📌 Las criptodivisas, entre ellas Bitcoin y otras monedas, están perdiendo valor al cerrarse posiciones compradoras por valor de más de 300 millones de dólares – he aquí una explicación del fenómeno.
-Bitcoin se mantiene en torno a los 67.818 dólares en el momento de escribir estas líneas, pero ha perdido un 1,94% durante la noche y un 8,11% en los últimos siete días. Se trata de un descenso semanal significativo para un activo que cotizaba por encima de los 100.000 dólares hace apenas un par de meses.
La situación de Ethereum no es mejor. ETH cotiza a 2.034 dólares, notablemente por debajo de la importante marca de los 2.100 dólares, y ha registrado una caída del 10,15% en la semana. Tales cifras están empezando a plantear dudas sobre si esta tendencia bajista tiene continuación.
Solana ha caído hasta los 85,66 dólares, mostrando un descenso del 8,42% en siete días. XRP está en 1,37 dólares, un 7,29% menos en la semana. Incluso BNB ha perdido un 8,70% en el mismo periodo. Este no es el problema de una moneda individual. Todo el top 10 parece debilitado, y solo las stablecoins se mantienen estables, como suele ocurrir en tiempos de inestabilidad.
Los datos de liquidaciones se hacen eco de este panorama. Más de 173.000 operadores han abandonado en las últimas 24 horas. Según Coinglass, el importe total de los cierres forzosos alcanzó los 393 millones de dólares, de los que 307 millones correspondían a posiciones largas. El mercado esperaba un crecimiento, pero resultó ser todo lo contrario.
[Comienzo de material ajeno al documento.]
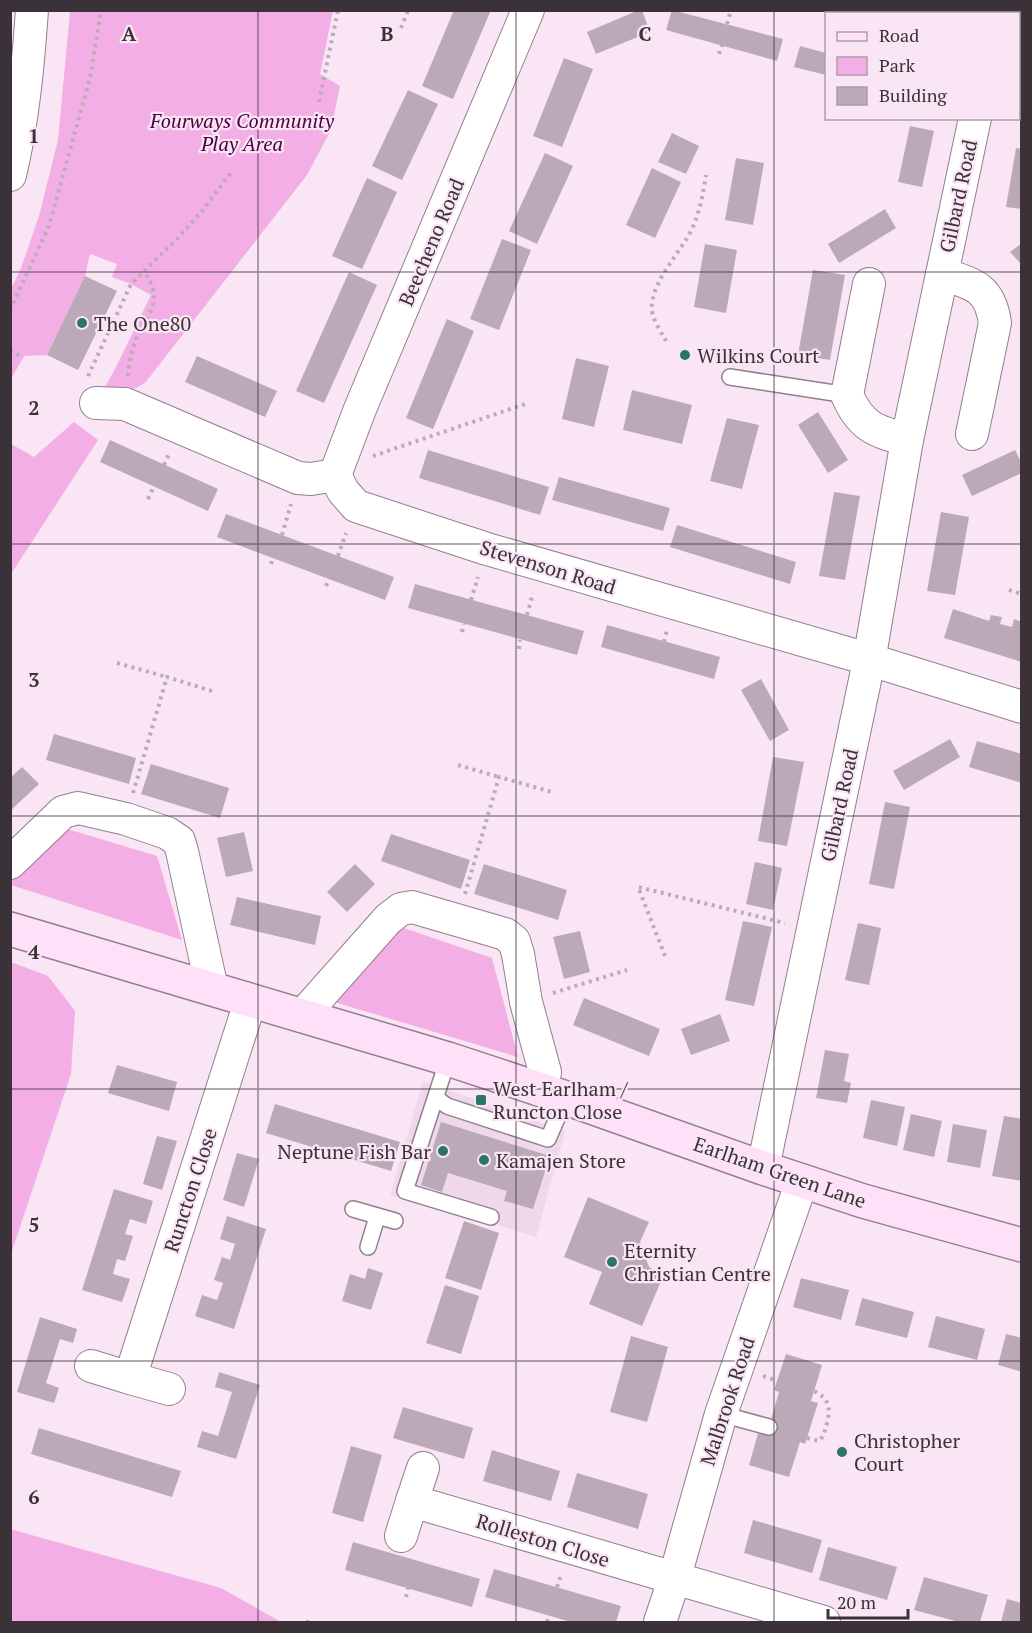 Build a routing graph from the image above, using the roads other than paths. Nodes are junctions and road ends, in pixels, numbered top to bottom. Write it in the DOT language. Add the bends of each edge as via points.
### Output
graph roads {
  1 [pos="32,10"];
  2 [pos="528,10"];
  3 [pos="975,120"];
  4 [pos="10,176"];
  5 [pos="942,274"];
  6 [pos="869,284"];
  7 [pos="730,377"];
  8 [pos="103,394"];
  9 [pos="847,395"];
  10 [pos="972,434"];
  11 [pos="907,441"];
  12 [pos="335,475"];
  13 [pos="869,661"];
  14 [pos="1022,707"];
  15 [pos="10,863"];
  16 [pos="10,929"];
  17 [pos="212,989"];
  18 [pos="250,1002"];
  19 [pos="302,1016"];
  20 [pos="448,1059"];
  21 [pos="554,1094"];
  22 [pos="436,1098"];
  23 [pos="763,1168"];
  24 [pos="802,1181"];
  25 [pos="353,1209"];
  26 [pos="377,1217"];
  27 [pos="491,1217"];
  28 [pos="395,1221"];
  29 [pos="1022,1245"];
  30 [pos="368,1247"];
  31 [pos="91,1366"];
  32 [pos="130,1377"];
  33 [pos="169,1389"];
  34 [pos="721,1414"];
  35 [pos="769,1427"];
  36 [pos="423,1468"];
  37 [pos="412,1501"];
  38 [pos="401,1536"];
  39 [pos="674,1580"];
  40 [pos="660,1623"];
  41 [pos="824,1623"];
  1 -- 4 [label="street" via="21,123"];
  2 -- 12 [label="street, Beecheno Road"];
  3 -- 5 [label="street, Gilbard Road"];
  5 -- 10 [label="street, Gilbard Road" via="985,293 993,308 995,323"];
  5 -- 11 [label="street, Gilbard Road"];
  6 -- 9 [label="street"];
  7 -- 9 [label="lane"];
  8 -- 12 [label="street" via="298,478"];
  9 -- 11 [label="street" via="867,425"];
  11 -- 13 [label="street, Gilbard Road"];
  12 -- 13 [label="street, Stevenson Road" via="356,506 487,549"];
  13 -- 14 [label="street, Stevenson Road"];
  13 -- 23 [label="street, Gilbard Road"];
  15 -- 17 [label="street" via="63,812 78,808 167,833 178,841"];
  16 -- 17 [label="street, Earlham Green Lane"];
  17 -- 18 [label="street, Earlham Green Lane"];
  18 -- 19 [label="street, Earlham Green Lane"];
  18 -- 32 [label="street, Runcton Close"];
  19 -- 20 [label="street, Earlham Green Lane"];
  19 -- 21 [label="street" via="401,909 412,908 505,934 514,941 526,1002"];
  20 -- 21 [label="street, Earlham Green Lane"];
  20 -- 22 [label="lane"];
  21 -- 22 [label="lane" via="548,1138 447,1106"];
  21 -- 23 [label="street, Earlham Green Lane"];
  22 -- 27 [label="lane" via="405,1191"];
  23 -- 24 [label="street, Earlham Green Lane"];
  24 -- 29 [label="street, Earlham Green Lane"];
  24 -- 34 [label="street, Malbrook Road"];
  25 -- 26 [label="lane"];
  26 -- 28 [label="lane"];
  26 -- 30 [label="lane"];
  31 -- 32 [label="street"];
  32 -- 33 [label="street"];
  34 -- 35 [label="lane"];
  34 -- 39 [label="street, Malbrook Road"];
  36 -- 37 [label="street"];
  37 -- 38 [label="street"];
  37 -- 39 [label="street, Rolleston Close"];
  39 -- 40 [label="street, Malbrook Road"];
  39 -- 41 [label="street, Rolleston Close"];
} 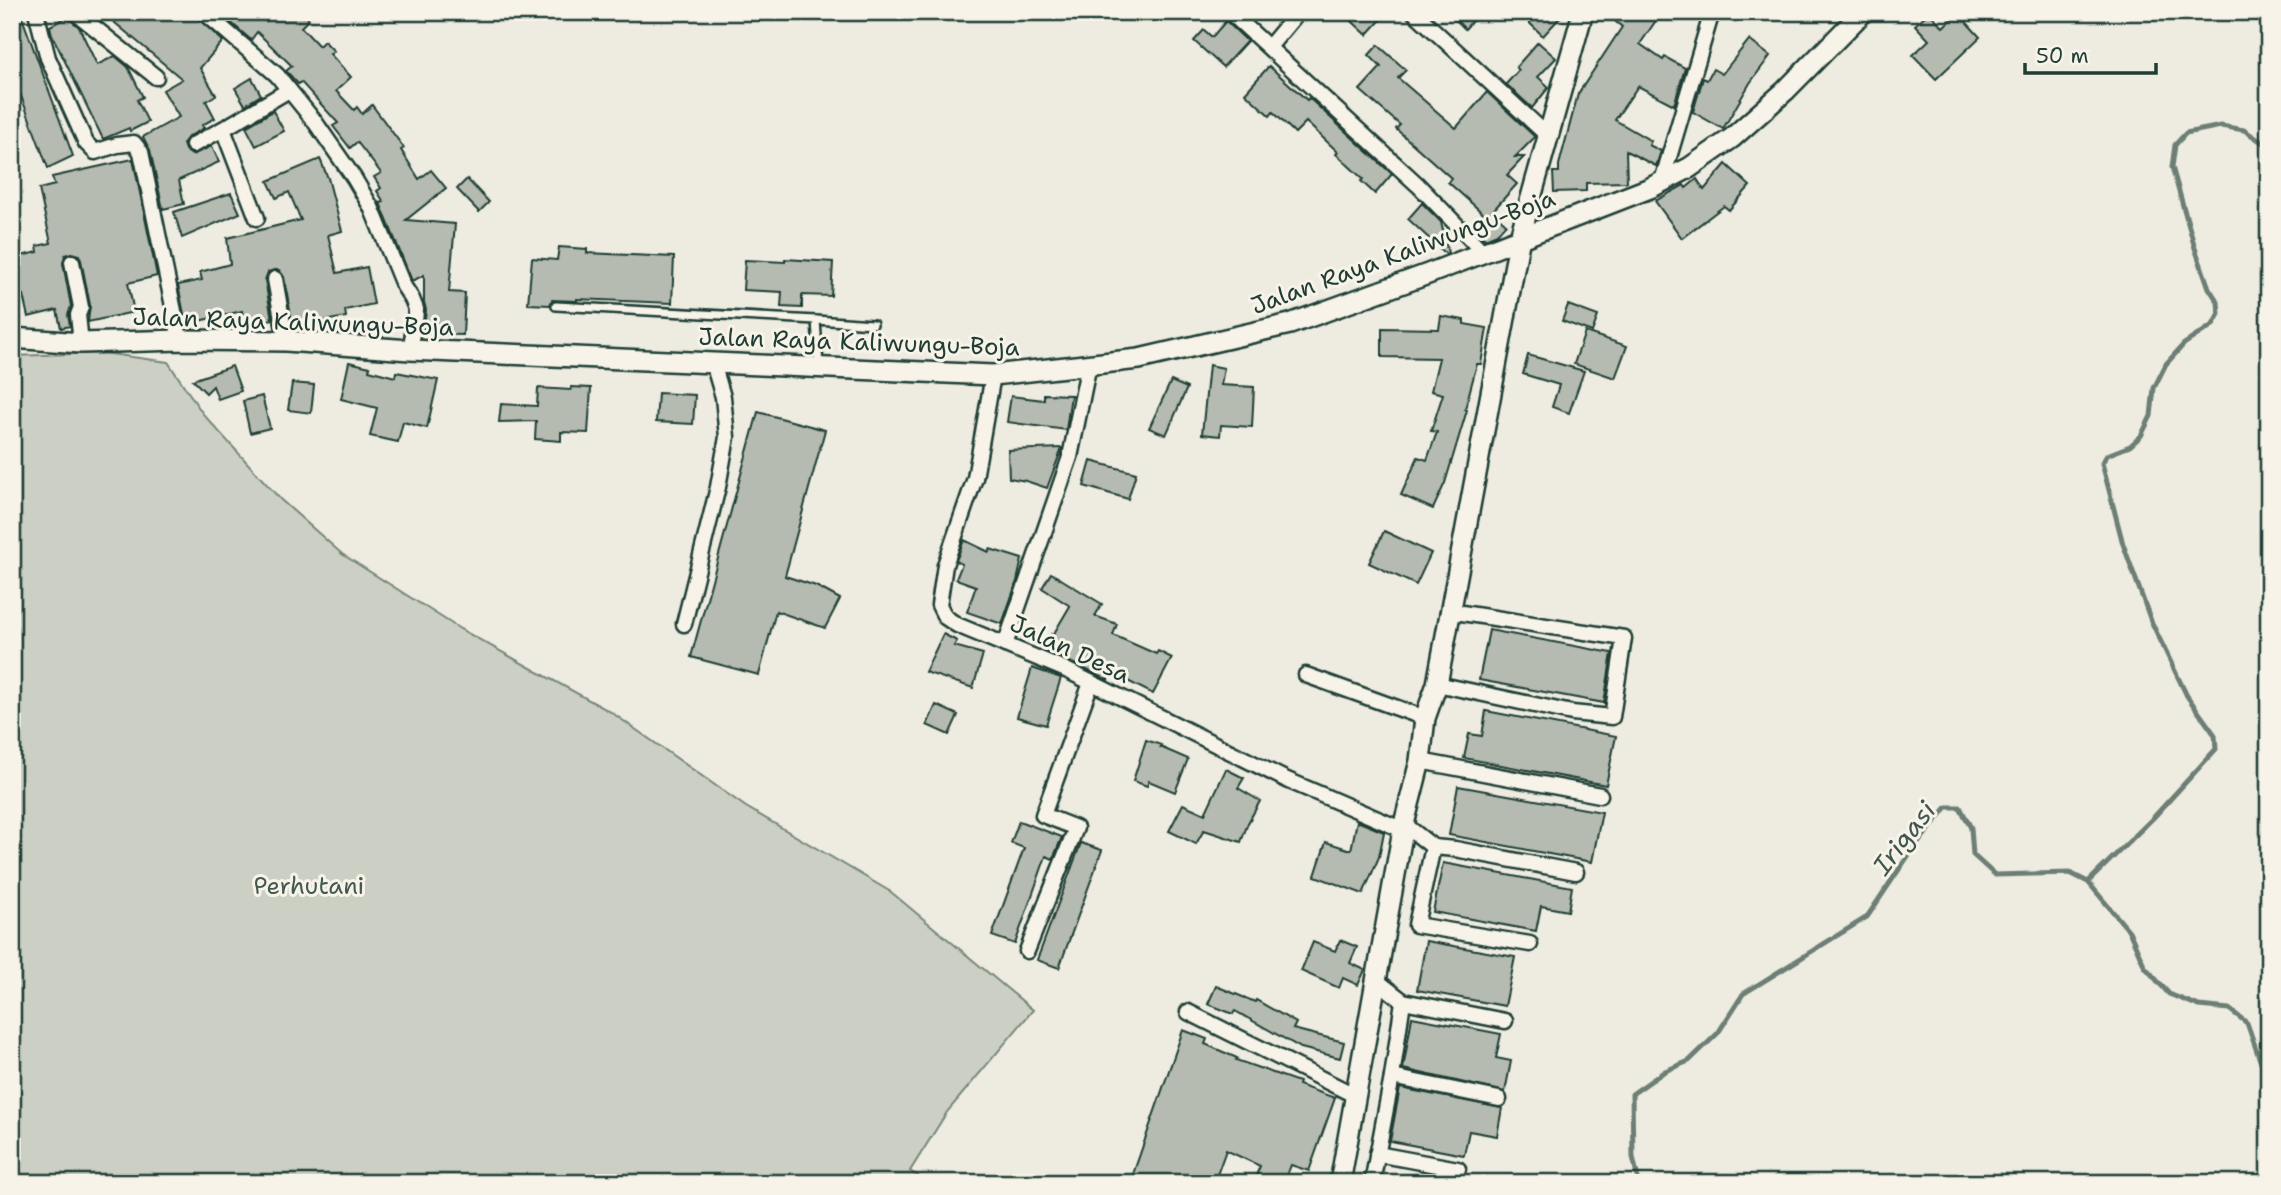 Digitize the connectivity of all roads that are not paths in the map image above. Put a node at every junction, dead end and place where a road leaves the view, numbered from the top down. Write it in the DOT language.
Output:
graph roads {
  1 [pos="36,12"];
  2 [pos="75,12"];
  3 [pos="1230,12"];
  4 [pos="1298,12"];
  5 [pos="1414,12"];
  6 [pos="1583,12"];
  7 [pos="1712,12"];
  8 [pos="1863,12"];
  9 [pos="213,15"];
  10 [pos="1269,47"];
  11 [pos="156,77"];
  12 [pos="289,90"];
  13 [pos="223,129"];
  14 [pos="1548,136"];
  15 [pos="193,145"];
  16 [pos="1662,181"];
  17 [pos="257,218"];
  18 [pos="1520,237"];
  19 [pos="1483,252"];
  20 [pos="72,262"];
  21 [pos="275,279"];
  22 [pos="556,306"];
  23 [pos="816,320"];
  24 [pos="873,324"];
  25 [pos="12,338"];
  26 [pos="180,340"];
  27 [pos="286,341"];
  28 [pos="81,342"];
  29 [pos="410,349"];
  30 [pos="713,363"];
  31 [pos="1089,364"];
  32 [pos="819,366"];
  33 [pos="993,375"];
  34 [pos="1449,611"];
  35 [pos="684,624"];
  36 [pos="1005,645"];
  37 [pos="1306,675"];
  38 [pos="1091,683"];
  39 [pos="1437,684"];
  40 [pos="1425,718"];
  41 [pos="1420,761"];
  42 [pos="1600,795"];
  43 [pos="1403,827"];
  44 [pos="1433,847"];
  45 [pos="1576,872"];
  46 [pos="1530,944"];
  47 [pos="1027,951"];
  48 [pos="1376,980"];
  49 [pos="1403,1001"];
  50 [pos="1188,1012"];
  51 [pos="1504,1021"];
  52 [pos="1392,1077"];
  53 [pos="1356,1096"];
  54 [pos="1499,1099"];
  55 [pos="1377,1153"];
  56 [pos="1458,1169"];
  57 [pos="1340,1183"];
  58 [pos="1371,1183"];
  1 -- 26 [label="street"];
  2 -- 11 [label="street"];
  3 -- 10 [label="street"];
  4 -- 10 [label="street"];
  5 -- 14 [label="street"];
  6 -- 14 [label="main road"];
  7 -- 16 [label="street"];
  8 -- 16 [label="main road, Jalan Raya Kaliwungu-Boja"];
  9 -- 12 [label="street"];
  10 -- 19 [label="street"];
  12 -- 13 [label="street"];
  12 -- 29 [label="street"];
  13 -- 15 [label="street"];
  13 -- 17 [label="street"];
  14 -- 18 [label="main road"];
  16 -- 18 [label="main road, Jalan Raya Kaliwungu-Boja"];
  18 -- 19 [label="main road, Jalan Raya Kaliwungu-Boja"];
  18 -- 34 [label="main road"];
  19 -- 31 [label="main road, Jalan Raya Kaliwungu-Boja"];
  20 -- 28 [label="street"];
  21 -- 27 [label="street"];
  22 -- 23 [label="lane"];
  23 -- 24 [label="lane"];
  23 -- 32 [label="lane"];
  25 -- 28 [label="main road, Jalan Raya Kaliwungu-Boja"];
  26 -- 27 [label="main road, Jalan Raya Kaliwungu-Boja"];
  26 -- 28 [label="main road, Jalan Raya Kaliwungu-Boja"];
  27 -- 29 [label="main road, Jalan Raya Kaliwungu-Boja"];
  29 -- 30 [label="main road, Jalan Raya Kaliwungu-Boja"];
  30 -- 32 [label="main road, Jalan Raya Kaliwungu-Boja"];
  30 -- 35 [label="street"];
  31 -- 33 [label="main road, Jalan Raya Kaliwungu-Boja"];
  31 -- 36 [label="street"];
  32 -- 33 [label="main road, Jalan Raya Kaliwungu-Boja"];
  33 -- 36 [label="street, Jalan Desa"];
  34 -- 39 [label="main road"];
  34 -- 39 [label="street"];
  36 -- 38 [label="street, Jalan Desa"];
  37 -- 40 [label="street"];
  38 -- 43 [label="street, Jalan Desa"];
  38 -- 47 [label="street"];
  39 -- 40 [label="main road"];
  40 -- 41 [label="main road"];
  41 -- 42 [label="street"];
  41 -- 43 [label="main road"];
  43 -- 44 [label="street, Jalan Desa"];
  43 -- 48 [label="main road"];
  44 -- 45 [label="street"];
  44 -- 46 [label="street"];
  48 -- 49 [label="street"];
  48 -- 53 [label="main road"];
  49 -- 51 [label="street"];
  49 -- 52 [label="street"];
  50 -- 53 [label="street"];
  52 -- 54 [label="street"];
  52 -- 55 [label="street"];
  53 -- 57 [label="main road"];
  55 -- 56 [label="street"];
  55 -- 58 [label="street"];
} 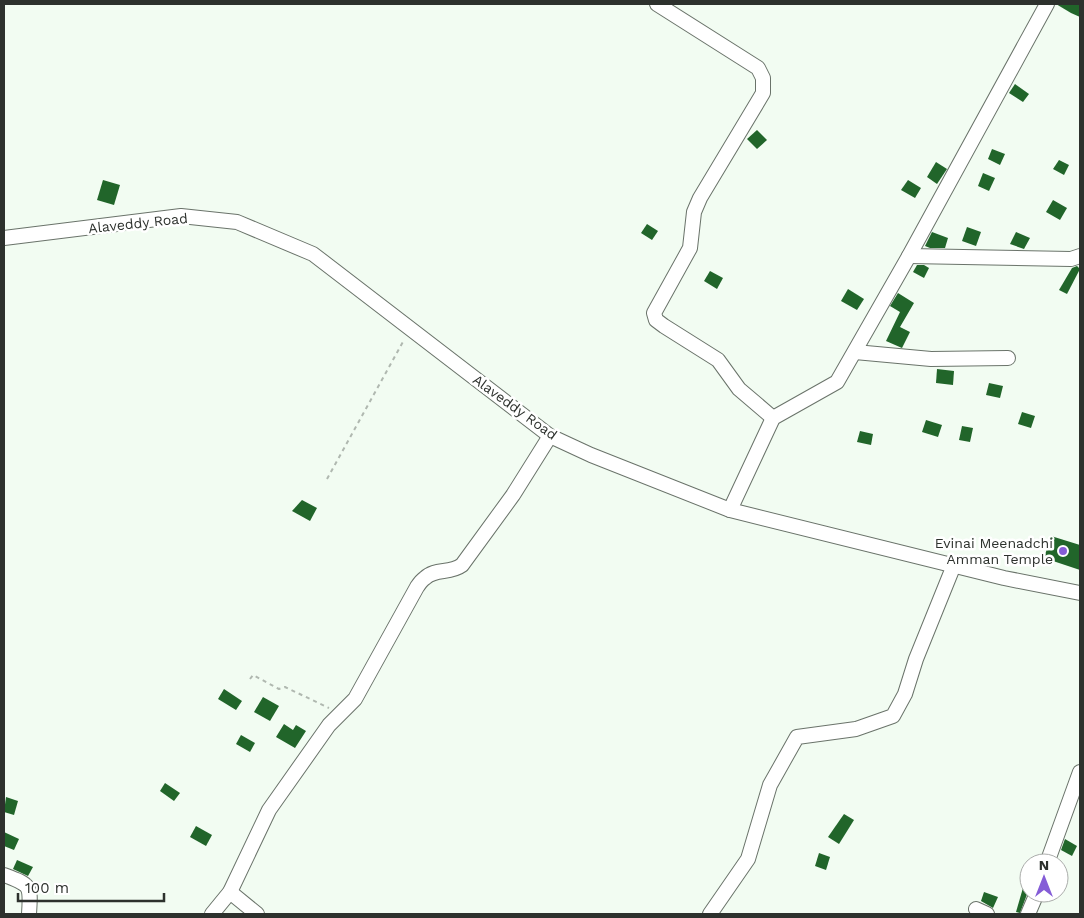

¿A qué se debe el colapso?
Durante el fin de semana, la Guardia Revolucionaria iraní anunció el cierre total del Estrecho de Ormuz si Estados Unidos lanzaba ataques amenazantes contra las instalaciones energéticas iraníes, tal y como informó Reuters. Esto fue en respuesta directa a la amenaza de Trump de “acabar” con las plantas de energía iraníes si Teherán no permite el paso sin trabas a través del estrecho en 48 horas. Esta dramática escalada se produce apenas un día después de que anunciara su intención de poner fin al conflicto de cuatro semanas.
El Estrecho de Ormuz es crítico. Por él circula aproximadamente el 20% del petróleo mundial. El bloqueo del estrecho provocaría inevitablemente una subida de los precios de la energía y crearía graves dificultades para las cadenas de suministro mundiales. A los agentes del mercado no les gusta la incertidumbre, y ahora hay mucha.
La situación se agrava por el hecho de que la reacción no sólo ha afectado a las criptodivisas.
El oro y la plata, tradicionalmente considerados un refugio seguro en tiempos de agitación geopolítica, también se están vendiendo activamente. Esto indica algo más que una reasignación del riesgo. Los inversores pueden estar acumulando efectivo, cerrando posiciones de margen o simplemente retirando capital de todo lo que no sea el dólar estadounidense.
Al ruido geopolítico se suma el entorno macroeconómico, que no trae alivio. Las esperanzas de una reducción inminente del tipo de interés oficial parecen cada vez menos realistas. Con unos datos de inflación que siguen siendo volátiles y la lentitud en la toma de decisiones de la Fed, la perspectiva de un abaratamiento de la liquidez -el combustible que alimentó el crecimiento en 2024- se aleja. La ausencia de relajación monetaria significa condiciones más restrictivas, y tales condiciones han sido históricamente desfavorables para los activos especulativos, incluidas las criptodivisas. El Índice de Miedo y Codicia de Bitcoin de
Alternative.me está en 8, que es “miedo extremo”. La semana pasada estaba en 23, también en la zona de miedo extremo, pero la caída a 8 en siete días muestra lo rápido que se deteriora el sentimiento. También estaba en 8 hace un mes, lo que significa que ha vuelto a los mismos mínimos psicológicos sin ninguna recuperación notable en el ínterin.